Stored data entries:
_ _ _ _ _

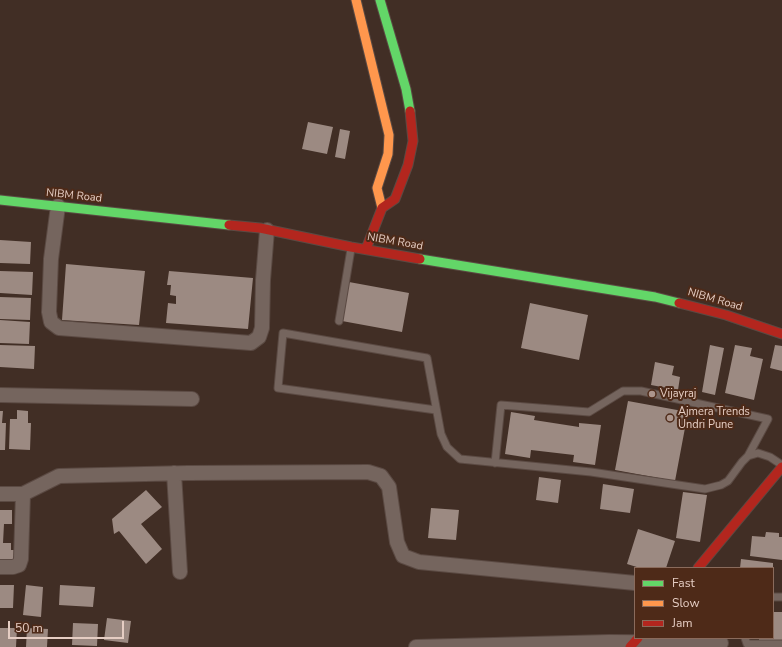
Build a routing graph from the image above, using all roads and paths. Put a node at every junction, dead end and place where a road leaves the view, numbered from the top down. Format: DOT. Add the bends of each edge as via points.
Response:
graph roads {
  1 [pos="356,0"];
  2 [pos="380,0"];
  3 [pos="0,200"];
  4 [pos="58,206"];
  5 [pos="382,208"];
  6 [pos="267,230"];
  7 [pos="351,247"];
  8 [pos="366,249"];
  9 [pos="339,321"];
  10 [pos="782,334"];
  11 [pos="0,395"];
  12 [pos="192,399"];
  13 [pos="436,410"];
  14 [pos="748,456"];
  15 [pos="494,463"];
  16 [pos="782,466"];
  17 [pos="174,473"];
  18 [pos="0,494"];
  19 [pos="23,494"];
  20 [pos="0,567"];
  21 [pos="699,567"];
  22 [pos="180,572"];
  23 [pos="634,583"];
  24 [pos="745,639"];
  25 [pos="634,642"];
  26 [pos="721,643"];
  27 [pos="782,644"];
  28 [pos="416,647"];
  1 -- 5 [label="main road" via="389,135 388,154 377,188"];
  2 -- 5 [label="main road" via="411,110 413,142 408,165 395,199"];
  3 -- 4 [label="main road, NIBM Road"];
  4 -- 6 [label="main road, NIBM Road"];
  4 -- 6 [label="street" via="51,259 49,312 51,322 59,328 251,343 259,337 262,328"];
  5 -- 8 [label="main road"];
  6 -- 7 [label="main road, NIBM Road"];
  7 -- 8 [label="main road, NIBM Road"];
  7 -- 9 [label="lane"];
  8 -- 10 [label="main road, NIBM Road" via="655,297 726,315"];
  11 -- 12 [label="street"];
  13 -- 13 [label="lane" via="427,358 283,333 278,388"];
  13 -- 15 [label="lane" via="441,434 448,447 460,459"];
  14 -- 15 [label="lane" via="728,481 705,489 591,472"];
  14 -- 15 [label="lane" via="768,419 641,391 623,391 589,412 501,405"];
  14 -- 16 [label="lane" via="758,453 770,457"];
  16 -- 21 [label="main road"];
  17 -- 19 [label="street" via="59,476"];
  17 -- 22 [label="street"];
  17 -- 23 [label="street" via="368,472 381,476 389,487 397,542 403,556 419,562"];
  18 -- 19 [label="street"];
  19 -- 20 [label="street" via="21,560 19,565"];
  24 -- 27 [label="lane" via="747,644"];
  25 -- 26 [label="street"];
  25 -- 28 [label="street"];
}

_ _ _ _ _

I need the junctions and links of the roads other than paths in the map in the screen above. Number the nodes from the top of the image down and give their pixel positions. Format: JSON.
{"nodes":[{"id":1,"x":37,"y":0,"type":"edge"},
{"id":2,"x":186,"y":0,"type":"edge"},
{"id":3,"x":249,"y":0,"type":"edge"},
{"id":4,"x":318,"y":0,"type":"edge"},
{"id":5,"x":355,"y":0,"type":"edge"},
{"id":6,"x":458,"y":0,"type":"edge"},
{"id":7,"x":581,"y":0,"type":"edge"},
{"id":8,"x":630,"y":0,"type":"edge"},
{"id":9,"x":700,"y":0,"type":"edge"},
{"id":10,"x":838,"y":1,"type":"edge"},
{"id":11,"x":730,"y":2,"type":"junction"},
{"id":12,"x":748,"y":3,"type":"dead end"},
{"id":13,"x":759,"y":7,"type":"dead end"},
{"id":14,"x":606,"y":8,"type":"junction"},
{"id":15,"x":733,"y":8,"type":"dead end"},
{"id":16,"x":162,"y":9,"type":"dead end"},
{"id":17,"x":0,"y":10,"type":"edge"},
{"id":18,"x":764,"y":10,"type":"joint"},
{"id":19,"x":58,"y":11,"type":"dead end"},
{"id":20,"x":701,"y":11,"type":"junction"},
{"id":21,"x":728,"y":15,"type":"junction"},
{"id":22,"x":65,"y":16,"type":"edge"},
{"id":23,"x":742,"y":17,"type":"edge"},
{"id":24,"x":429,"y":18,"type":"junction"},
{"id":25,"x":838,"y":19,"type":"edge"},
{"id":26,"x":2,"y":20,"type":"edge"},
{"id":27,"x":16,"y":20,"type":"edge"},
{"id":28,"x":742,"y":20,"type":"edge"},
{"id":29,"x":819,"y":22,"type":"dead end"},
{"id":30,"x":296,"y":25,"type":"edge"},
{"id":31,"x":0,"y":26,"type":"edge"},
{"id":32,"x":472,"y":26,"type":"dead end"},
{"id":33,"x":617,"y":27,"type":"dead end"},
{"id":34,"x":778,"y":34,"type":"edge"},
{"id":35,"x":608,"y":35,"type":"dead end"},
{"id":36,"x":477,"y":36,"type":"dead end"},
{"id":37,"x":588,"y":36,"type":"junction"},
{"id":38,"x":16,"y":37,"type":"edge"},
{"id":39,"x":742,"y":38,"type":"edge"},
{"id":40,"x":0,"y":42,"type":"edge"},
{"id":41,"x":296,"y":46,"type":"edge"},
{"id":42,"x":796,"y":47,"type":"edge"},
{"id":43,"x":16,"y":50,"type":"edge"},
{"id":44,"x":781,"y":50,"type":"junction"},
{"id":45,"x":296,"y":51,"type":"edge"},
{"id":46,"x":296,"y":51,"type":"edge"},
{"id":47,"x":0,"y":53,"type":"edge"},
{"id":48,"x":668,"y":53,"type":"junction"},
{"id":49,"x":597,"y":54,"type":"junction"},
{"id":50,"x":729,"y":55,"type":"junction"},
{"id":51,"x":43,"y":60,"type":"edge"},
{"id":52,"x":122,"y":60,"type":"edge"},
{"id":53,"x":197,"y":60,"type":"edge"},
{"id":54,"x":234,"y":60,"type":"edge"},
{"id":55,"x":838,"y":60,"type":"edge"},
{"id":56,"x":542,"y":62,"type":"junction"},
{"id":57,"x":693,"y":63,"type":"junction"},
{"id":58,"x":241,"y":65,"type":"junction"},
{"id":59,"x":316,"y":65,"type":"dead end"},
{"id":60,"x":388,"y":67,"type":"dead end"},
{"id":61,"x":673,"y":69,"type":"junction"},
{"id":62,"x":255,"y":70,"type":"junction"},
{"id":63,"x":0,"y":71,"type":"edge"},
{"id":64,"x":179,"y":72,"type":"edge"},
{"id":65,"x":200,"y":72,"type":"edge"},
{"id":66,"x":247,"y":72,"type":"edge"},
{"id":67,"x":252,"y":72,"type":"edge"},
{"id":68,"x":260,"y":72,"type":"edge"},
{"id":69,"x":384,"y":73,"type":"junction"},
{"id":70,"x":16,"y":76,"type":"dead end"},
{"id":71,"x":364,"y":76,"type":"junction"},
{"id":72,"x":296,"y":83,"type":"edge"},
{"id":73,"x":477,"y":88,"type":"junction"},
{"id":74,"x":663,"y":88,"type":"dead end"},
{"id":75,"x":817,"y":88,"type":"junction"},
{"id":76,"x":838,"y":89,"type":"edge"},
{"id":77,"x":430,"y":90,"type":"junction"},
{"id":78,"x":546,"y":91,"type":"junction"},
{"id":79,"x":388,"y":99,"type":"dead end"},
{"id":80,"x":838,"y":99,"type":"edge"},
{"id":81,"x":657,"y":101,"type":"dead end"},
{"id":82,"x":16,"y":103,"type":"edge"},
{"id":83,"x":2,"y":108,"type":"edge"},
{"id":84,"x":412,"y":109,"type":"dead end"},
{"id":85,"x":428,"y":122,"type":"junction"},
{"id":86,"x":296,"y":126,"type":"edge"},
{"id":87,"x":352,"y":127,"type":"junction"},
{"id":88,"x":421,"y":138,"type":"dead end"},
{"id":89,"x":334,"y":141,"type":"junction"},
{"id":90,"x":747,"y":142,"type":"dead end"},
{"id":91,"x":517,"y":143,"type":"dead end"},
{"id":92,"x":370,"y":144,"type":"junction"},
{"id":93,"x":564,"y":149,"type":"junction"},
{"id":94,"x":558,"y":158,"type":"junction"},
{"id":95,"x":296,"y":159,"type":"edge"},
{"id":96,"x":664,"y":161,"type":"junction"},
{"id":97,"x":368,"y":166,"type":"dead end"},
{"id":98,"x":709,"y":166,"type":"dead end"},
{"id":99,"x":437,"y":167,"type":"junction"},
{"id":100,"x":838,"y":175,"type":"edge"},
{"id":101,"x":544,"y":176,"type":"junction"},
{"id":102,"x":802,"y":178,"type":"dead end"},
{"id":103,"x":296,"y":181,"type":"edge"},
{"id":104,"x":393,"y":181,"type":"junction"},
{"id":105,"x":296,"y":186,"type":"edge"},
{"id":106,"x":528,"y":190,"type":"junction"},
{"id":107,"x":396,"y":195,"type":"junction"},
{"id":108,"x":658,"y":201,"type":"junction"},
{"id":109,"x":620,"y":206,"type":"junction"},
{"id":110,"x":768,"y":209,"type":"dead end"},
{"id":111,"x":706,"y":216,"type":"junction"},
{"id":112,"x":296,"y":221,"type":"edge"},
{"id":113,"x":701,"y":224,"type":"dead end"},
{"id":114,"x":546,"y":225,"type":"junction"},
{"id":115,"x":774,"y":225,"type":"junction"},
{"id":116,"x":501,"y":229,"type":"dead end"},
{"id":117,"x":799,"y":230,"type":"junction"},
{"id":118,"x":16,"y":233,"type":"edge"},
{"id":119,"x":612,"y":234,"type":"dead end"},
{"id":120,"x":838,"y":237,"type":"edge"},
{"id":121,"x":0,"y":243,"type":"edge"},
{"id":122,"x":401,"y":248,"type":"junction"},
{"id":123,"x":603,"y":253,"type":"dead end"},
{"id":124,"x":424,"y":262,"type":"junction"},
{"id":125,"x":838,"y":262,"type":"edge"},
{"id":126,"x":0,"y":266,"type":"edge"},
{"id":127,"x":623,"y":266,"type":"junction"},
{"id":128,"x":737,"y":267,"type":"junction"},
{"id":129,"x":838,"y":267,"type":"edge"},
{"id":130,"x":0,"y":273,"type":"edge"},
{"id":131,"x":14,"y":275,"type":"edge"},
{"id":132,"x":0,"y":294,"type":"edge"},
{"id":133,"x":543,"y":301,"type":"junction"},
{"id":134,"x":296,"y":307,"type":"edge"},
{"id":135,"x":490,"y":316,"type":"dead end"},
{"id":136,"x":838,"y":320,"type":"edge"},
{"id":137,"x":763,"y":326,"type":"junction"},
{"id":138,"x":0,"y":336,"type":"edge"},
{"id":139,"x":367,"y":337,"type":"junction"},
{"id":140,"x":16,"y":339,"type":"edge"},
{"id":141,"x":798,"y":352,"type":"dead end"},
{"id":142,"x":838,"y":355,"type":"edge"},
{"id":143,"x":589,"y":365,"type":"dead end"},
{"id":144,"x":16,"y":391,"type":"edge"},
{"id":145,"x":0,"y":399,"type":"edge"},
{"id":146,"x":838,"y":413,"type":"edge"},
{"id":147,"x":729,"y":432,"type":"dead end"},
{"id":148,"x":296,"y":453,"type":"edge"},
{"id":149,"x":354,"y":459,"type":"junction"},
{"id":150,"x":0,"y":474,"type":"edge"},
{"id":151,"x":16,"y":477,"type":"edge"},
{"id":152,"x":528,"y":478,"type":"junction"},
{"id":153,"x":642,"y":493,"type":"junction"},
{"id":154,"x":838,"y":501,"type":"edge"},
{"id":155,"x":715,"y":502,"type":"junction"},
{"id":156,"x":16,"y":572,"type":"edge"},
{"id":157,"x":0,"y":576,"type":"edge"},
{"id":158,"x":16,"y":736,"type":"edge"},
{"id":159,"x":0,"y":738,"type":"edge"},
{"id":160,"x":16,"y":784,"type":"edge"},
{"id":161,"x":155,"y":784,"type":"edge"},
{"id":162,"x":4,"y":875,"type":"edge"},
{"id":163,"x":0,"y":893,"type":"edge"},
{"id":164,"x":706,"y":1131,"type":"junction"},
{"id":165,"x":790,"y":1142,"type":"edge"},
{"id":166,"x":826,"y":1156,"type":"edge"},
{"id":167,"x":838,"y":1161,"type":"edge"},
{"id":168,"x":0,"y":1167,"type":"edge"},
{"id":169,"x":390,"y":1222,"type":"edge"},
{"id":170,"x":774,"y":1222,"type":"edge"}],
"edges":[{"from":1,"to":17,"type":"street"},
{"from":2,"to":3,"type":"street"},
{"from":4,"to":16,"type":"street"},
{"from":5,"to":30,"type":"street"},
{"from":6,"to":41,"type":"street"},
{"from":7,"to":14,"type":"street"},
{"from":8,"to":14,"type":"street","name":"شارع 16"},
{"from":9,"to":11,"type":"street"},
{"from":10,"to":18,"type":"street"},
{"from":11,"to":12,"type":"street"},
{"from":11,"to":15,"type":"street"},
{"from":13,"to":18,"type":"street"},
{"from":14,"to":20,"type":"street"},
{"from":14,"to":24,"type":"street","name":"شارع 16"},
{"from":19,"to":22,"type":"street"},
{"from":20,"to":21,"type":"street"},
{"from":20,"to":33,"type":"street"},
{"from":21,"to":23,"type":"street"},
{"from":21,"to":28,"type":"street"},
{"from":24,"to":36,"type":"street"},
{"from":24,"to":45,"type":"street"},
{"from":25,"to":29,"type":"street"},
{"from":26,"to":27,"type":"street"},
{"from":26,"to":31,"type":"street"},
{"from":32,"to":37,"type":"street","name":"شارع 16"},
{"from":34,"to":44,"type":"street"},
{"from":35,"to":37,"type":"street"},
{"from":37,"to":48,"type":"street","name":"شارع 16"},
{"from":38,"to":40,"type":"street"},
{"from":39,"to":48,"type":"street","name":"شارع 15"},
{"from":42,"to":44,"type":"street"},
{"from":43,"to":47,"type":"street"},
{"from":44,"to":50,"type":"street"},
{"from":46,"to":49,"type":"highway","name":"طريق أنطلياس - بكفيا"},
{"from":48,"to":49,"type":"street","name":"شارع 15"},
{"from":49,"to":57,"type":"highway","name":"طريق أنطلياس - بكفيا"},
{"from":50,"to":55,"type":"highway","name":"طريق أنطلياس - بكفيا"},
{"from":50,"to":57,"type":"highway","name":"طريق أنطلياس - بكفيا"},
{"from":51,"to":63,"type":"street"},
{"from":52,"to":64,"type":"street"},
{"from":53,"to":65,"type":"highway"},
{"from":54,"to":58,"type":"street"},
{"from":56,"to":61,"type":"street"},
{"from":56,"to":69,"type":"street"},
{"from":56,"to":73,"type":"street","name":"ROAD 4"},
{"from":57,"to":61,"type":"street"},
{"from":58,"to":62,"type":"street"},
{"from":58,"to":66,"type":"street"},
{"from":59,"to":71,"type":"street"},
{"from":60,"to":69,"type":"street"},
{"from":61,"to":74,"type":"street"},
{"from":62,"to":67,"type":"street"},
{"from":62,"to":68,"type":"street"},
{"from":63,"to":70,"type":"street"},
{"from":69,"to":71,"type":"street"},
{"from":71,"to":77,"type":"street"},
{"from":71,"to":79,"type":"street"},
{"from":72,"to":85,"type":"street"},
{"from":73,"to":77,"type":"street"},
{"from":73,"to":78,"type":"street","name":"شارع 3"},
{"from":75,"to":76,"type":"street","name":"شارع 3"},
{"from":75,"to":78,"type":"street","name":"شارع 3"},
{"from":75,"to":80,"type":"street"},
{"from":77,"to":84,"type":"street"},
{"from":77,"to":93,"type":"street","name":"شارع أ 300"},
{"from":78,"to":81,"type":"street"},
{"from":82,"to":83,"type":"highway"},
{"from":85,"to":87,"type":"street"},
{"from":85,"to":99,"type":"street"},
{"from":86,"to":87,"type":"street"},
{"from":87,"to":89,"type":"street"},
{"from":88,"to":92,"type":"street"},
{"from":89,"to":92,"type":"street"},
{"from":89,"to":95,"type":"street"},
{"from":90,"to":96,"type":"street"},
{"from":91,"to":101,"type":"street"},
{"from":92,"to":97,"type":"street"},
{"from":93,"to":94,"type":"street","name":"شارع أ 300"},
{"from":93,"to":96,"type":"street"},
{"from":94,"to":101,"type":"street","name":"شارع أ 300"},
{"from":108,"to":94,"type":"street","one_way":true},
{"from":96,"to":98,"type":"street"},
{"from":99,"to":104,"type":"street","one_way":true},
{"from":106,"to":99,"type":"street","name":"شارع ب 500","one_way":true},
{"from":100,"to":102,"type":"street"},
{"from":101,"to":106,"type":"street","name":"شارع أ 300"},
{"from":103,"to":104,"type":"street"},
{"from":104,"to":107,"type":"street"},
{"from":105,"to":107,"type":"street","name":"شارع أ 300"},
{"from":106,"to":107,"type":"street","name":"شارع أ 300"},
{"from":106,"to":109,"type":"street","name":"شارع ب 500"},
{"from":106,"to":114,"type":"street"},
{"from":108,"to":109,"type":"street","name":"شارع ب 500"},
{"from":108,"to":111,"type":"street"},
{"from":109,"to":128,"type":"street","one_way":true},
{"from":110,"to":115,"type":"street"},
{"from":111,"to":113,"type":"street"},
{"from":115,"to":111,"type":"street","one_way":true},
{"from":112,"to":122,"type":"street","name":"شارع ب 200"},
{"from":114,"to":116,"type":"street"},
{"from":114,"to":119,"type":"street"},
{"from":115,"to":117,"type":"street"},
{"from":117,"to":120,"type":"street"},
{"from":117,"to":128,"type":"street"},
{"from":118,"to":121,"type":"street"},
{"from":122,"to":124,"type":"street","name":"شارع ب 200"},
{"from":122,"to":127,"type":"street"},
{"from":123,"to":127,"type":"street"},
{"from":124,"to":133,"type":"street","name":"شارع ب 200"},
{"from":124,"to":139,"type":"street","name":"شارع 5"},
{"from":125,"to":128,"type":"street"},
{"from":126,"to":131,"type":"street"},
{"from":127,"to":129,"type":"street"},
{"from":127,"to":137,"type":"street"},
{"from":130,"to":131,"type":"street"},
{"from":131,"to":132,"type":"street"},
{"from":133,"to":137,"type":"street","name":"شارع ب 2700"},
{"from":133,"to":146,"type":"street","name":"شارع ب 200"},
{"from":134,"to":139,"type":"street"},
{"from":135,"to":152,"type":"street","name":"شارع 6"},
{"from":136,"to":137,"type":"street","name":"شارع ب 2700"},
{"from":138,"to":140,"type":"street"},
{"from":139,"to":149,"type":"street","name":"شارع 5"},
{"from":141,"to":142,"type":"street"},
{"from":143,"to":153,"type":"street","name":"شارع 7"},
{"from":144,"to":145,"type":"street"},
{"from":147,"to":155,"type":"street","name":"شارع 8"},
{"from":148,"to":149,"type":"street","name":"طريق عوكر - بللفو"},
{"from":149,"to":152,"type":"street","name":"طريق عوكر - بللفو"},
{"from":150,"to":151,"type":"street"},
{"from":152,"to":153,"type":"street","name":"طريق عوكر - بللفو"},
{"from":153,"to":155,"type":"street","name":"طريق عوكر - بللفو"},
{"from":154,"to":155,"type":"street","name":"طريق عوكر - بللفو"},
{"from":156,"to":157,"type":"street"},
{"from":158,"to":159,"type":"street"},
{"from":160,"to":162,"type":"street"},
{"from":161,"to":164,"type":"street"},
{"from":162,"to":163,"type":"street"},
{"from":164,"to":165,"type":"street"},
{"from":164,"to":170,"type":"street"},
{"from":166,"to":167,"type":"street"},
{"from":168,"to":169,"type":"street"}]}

_ _ _ _ _

Within the entries, find all lines holding "nodes" and copy each one.

I need the junctions and links of the roads other than paths in the map in the screen above. Number the nodes from the top of the image down and give their pixel positions. Format: JSON.
{"nodes":[{"id":1,"x":37,"y":0,"type":"edge"},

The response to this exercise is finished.